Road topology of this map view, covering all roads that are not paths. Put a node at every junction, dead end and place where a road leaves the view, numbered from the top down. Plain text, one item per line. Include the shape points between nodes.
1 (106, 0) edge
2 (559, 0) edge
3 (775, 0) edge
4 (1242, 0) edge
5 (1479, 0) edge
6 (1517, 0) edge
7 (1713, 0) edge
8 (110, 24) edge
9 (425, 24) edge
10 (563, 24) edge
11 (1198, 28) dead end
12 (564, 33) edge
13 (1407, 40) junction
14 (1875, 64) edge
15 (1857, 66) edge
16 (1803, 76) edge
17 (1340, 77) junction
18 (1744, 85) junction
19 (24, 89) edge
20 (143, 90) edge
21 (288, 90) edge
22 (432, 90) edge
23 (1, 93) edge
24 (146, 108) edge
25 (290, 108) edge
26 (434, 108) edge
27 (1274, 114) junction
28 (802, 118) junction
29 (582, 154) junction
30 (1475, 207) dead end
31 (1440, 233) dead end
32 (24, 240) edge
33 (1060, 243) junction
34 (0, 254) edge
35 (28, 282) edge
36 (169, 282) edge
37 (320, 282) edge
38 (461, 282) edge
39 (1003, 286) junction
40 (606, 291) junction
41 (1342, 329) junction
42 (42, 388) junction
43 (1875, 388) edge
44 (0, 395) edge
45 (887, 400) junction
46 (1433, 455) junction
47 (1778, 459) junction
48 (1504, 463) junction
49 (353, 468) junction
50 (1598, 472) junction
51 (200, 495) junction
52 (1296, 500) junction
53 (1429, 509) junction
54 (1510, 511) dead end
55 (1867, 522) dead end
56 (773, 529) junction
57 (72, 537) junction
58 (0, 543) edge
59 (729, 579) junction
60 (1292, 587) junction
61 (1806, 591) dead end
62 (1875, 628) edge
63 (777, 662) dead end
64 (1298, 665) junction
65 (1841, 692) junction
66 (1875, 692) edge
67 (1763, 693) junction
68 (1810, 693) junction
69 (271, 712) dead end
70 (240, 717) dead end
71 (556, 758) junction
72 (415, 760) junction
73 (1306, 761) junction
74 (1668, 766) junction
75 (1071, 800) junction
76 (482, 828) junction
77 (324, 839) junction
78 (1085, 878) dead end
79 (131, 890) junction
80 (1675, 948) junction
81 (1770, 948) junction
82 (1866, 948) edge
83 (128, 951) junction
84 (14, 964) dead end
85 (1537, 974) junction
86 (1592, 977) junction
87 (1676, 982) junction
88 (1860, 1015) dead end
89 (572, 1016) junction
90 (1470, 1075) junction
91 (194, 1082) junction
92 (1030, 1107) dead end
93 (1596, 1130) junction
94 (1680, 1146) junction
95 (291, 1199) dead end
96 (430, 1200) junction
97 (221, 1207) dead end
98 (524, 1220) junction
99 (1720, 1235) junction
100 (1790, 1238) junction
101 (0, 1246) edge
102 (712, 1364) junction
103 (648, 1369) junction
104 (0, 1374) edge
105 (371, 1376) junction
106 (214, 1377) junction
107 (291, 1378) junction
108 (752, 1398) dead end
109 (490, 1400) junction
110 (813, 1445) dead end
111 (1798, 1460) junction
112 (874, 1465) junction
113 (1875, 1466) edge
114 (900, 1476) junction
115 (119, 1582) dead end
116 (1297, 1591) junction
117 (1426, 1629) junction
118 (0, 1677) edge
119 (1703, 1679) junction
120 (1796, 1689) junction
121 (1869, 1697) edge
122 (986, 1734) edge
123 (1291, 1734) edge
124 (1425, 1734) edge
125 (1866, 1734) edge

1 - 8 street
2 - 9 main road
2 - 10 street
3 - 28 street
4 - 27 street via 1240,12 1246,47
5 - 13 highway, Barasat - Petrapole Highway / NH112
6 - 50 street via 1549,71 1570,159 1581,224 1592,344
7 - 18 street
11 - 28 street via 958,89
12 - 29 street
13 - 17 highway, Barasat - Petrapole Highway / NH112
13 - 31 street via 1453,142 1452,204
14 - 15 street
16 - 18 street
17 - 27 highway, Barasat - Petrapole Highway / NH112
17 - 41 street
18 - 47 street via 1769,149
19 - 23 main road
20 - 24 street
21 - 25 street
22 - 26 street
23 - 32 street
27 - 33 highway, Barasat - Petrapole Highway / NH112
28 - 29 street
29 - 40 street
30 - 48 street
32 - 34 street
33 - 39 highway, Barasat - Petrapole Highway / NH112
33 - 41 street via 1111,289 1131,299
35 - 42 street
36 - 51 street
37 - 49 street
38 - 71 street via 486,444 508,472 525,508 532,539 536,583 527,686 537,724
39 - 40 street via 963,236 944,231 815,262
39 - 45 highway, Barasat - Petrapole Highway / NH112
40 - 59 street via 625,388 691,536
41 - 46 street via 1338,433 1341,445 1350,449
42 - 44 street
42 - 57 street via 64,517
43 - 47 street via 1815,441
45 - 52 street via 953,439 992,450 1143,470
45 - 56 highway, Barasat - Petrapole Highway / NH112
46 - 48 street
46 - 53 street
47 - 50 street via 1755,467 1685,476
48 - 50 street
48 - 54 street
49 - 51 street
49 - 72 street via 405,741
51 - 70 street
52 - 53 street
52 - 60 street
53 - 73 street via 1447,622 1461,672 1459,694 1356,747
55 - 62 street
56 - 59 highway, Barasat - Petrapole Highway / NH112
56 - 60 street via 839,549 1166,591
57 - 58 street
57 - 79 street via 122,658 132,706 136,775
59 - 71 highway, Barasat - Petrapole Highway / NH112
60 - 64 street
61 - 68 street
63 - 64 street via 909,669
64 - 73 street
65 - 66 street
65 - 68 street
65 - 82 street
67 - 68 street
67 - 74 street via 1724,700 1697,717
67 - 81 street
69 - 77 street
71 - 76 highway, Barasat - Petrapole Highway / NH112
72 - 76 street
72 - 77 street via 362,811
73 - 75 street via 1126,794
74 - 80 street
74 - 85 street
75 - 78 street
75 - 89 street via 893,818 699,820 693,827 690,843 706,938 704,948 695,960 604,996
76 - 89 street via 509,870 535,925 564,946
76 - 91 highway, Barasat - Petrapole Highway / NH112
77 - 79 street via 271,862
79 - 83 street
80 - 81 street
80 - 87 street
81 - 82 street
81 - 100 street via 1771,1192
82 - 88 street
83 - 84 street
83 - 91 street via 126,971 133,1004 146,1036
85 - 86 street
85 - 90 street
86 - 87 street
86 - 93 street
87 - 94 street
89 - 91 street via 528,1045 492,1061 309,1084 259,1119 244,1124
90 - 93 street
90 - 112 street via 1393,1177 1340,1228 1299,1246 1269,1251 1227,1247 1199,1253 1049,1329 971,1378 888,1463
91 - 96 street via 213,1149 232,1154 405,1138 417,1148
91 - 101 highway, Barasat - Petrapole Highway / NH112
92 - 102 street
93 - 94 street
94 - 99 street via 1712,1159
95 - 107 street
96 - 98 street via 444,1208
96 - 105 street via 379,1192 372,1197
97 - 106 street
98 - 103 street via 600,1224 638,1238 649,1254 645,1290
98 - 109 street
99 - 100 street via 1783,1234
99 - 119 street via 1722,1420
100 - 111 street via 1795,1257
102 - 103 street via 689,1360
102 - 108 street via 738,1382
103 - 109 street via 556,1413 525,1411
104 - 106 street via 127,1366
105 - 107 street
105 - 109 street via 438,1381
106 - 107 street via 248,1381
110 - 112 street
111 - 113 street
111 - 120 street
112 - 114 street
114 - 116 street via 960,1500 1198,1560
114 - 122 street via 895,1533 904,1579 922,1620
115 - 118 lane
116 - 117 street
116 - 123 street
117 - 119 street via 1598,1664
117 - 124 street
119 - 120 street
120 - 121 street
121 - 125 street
• • • • •
▶ **TASK OBJECTIVE**:
The entries above, copied exactly, form the whole answer.

▶ **RESPONSE AREA**:
Road topology of this map view, covering all roads that are not paths. Put a node at every junction, dead end and place where a road leaves the view, numbered from the top down. Plain text, one item per line. Include the shape points between nodes.
1 (106, 0) edge
2 (559, 0) edge
3 (775, 0) edge
4 (1242, 0) edge
5 (1479, 0) edge
6 (1517, 0) edge
7 (1713, 0) edge
8 (110, 24) edge
9 (425, 24) edge
10 (563, 24) edge
11 (1198, 28) dead end
12 (564, 33) edge
13 (1407, 40) junction
14 (1875, 64) edge
15 (1857, 66) edge
16 (1803, 76) edge
17 (1340, 77) junction
18 (1744, 85) junction
19 (24, 89) edge
20 (143, 90) edge
21 (288, 90) edge
22 (432, 90) edge
23 (1, 93) edge
24 (146, 108) edge
25 (290, 108) edge
26 (434, 108) edge
27 (1274, 114) junction
28 (802, 118) junction
29 (582, 154) junction
30 (1475, 207) dead end
31 (1440, 233) dead end
32 (24, 240) edge
33 (1060, 243) junction
34 (0, 254) edge
35 (28, 282) edge
36 (169, 282) edge
37 (320, 282) edge
38 (461, 282) edge
39 (1003, 286) junction
40 (606, 291) junction
41 (1342, 329) junction
42 (42, 388) junction
43 (1875, 388) edge
44 (0, 395) edge
45 (887, 400) junction
46 (1433, 455) junction
47 (1778, 459) junction
48 (1504, 463) junction
49 (353, 468) junction
50 (1598, 472) junction
51 (200, 495) junction
52 (1296, 500) junction
53 (1429, 509) junction
54 (1510, 511) dead end
55 (1867, 522) dead end
56 (773, 529) junction
57 (72, 537) junction
58 (0, 543) edge
59 (729, 579) junction
60 (1292, 587) junction
61 (1806, 591) dead end
62 (1875, 628) edge
63 (777, 662) dead end
64 (1298, 665) junction
65 (1841, 692) junction
66 (1875, 692) edge
67 (1763, 693) junction
68 (1810, 693) junction
69 (271, 712) dead end
70 (240, 717) dead end
71 (556, 758) junction
72 (415, 760) junction
73 (1306, 761) junction
74 (1668, 766) junction
75 (1071, 800) junction
76 (482, 828) junction
77 (324, 839) junction
78 (1085, 878) dead end
79 (131, 890) junction
80 (1675, 948) junction
81 (1770, 948) junction
82 (1866, 948) edge
83 (128, 951) junction
84 (14, 964) dead end
85 (1537, 974) junction
86 (1592, 977) junction
87 (1676, 982) junction
88 (1860, 1015) dead end
89 (572, 1016) junction
90 (1470, 1075) junction
91 (194, 1082) junction
92 (1030, 1107) dead end
93 (1596, 1130) junction
94 (1680, 1146) junction
95 (291, 1199) dead end
96 (430, 1200) junction
97 (221, 1207) dead end
98 (524, 1220) junction
99 (1720, 1235) junction
100 (1790, 1238) junction
101 (0, 1246) edge
102 (712, 1364) junction
103 (648, 1369) junction
104 (0, 1374) edge
105 (371, 1376) junction
106 (214, 1377) junction
107 (291, 1378) junction
108 (752, 1398) dead end
109 (490, 1400) junction
110 (813, 1445) dead end
111 (1798, 1460) junction
112 (874, 1465) junction
113 (1875, 1466) edge
114 (900, 1476) junction
115 (119, 1582) dead end
116 (1297, 1591) junction
117 (1426, 1629) junction
118 (0, 1677) edge
119 (1703, 1679) junction
120 (1796, 1689) junction
121 (1869, 1697) edge
122 (986, 1734) edge
123 (1291, 1734) edge
124 (1425, 1734) edge
125 (1866, 1734) edge

1 - 8 street
2 - 9 main road
2 - 10 street
3 - 28 street
4 - 27 street via 1240,12 1246,47
5 - 13 highway, Barasat - Petrapole Highway / NH112
6 - 50 street via 1549,71 1570,159 1581,224 1592,344
7 - 18 street
11 - 28 street via 958,89
12 - 29 street
13 - 17 highway, Barasat - Petrapole Highway / NH112
13 - 31 street via 1453,142 1452,204
14 - 15 street
16 - 18 street
17 - 27 highway, Barasat - Petrapole Highway / NH112
17 - 41 street
18 - 47 street via 1769,149
19 - 23 main road
20 - 24 street
21 - 25 street
22 - 26 street
23 - 32 street
27 - 33 highway, Barasat - Petrapole Highway / NH112
28 - 29 street
29 - 40 street
30 - 48 street
32 - 34 street
33 - 39 highway, Barasat - Petrapole Highway / NH112
33 - 41 street via 1111,289 1131,299
35 - 42 street
36 - 51 street
37 - 49 street
38 - 71 street via 486,444 508,472 525,508 532,539 536,583 527,686 537,724
39 - 40 street via 963,236 944,231 815,262
39 - 45 highway, Barasat - Petrapole Highway / NH112
40 - 59 street via 625,388 691,536
41 - 46 street via 1338,433 1341,445 1350,449
42 - 44 street
42 - 57 street via 64,517
43 - 47 street via 1815,441
45 - 52 street via 953,439 992,450 1143,470
45 - 56 highway, Barasat - Petrapole Highway / NH112
46 - 48 street
46 - 53 street
47 - 50 street via 1755,467 1685,476
48 - 50 street
48 - 54 street
49 - 51 street
49 - 72 street via 405,741
51 - 70 street
52 - 53 street
52 - 60 street
53 - 73 street via 1447,622 1461,672 1459,694 1356,747
55 - 62 street
56 - 59 highway, Barasat - Petrapole Highway / NH112
56 - 60 street via 839,549 1166,591
57 - 58 street
57 - 79 street via 122,658 132,706 136,775
59 - 71 highway, Barasat - Petrapole Highway / NH112
60 - 64 street
61 - 68 street
63 - 64 street via 909,669
64 - 73 street
65 - 66 street
65 - 68 street
65 - 82 street
67 - 68 street
67 - 74 street via 1724,700 1697,717
67 - 81 street
69 - 77 street
71 - 76 highway, Barasat - Petrapole Highway / NH112
72 - 76 street
72 - 77 street via 362,811
73 - 75 street via 1126,794
74 - 80 street
74 - 85 street
75 - 78 street
75 - 89 street via 893,818 699,820 693,827 690,843 706,938 704,948 695,960 604,996
76 - 89 street via 509,870 535,925 564,946
76 - 91 highway, Barasat - Petrapole Highway / NH112
77 - 79 street via 271,862
79 - 83 street
80 - 81 street
80 - 87 street
81 - 82 street
81 - 100 street via 1771,1192
82 - 88 street
83 - 84 street
83 - 91 street via 126,971 133,1004 146,1036
85 - 86 street
85 - 90 street
86 - 87 street
86 - 93 street
87 - 94 street
89 - 91 street via 528,1045 492,1061 309,1084 259,1119 244,1124
90 - 93 street
90 - 112 street via 1393,1177 1340,1228 1299,1246 1269,1251 1227,1247 1199,1253 1049,1329 971,1378 888,1463
91 - 96 street via 213,1149 232,1154 405,1138 417,1148
91 - 101 highway, Barasat - Petrapole Highway / NH112
92 - 102 street
93 - 94 street
94 - 99 street via 1712,1159
95 - 107 street
96 - 98 street via 444,1208
96 - 105 street via 379,1192 372,1197
97 - 106 street
98 - 103 street via 600,1224 638,1238 649,1254 645,1290
98 - 109 street
99 - 100 street via 1783,1234
99 - 119 street via 1722,1420
100 - 111 street via 1795,1257
102 - 103 street via 689,1360
102 - 108 street via 738,1382
103 - 109 street via 556,1413 525,1411
104 - 106 street via 127,1366
105 - 107 street
105 - 109 street via 438,1381
106 - 107 street via 248,1381
110 - 112 street
111 - 113 street
111 - 120 street
112 - 114 street
114 - 116 street via 960,1500 1198,1560
114 - 122 street via 895,1533 904,1579 922,1620
115 - 118 lane
116 - 117 street
116 - 123 street
117 - 119 street via 1598,1664
117 - 124 street
119 - 120 street
120 - 121 street
121 - 125 street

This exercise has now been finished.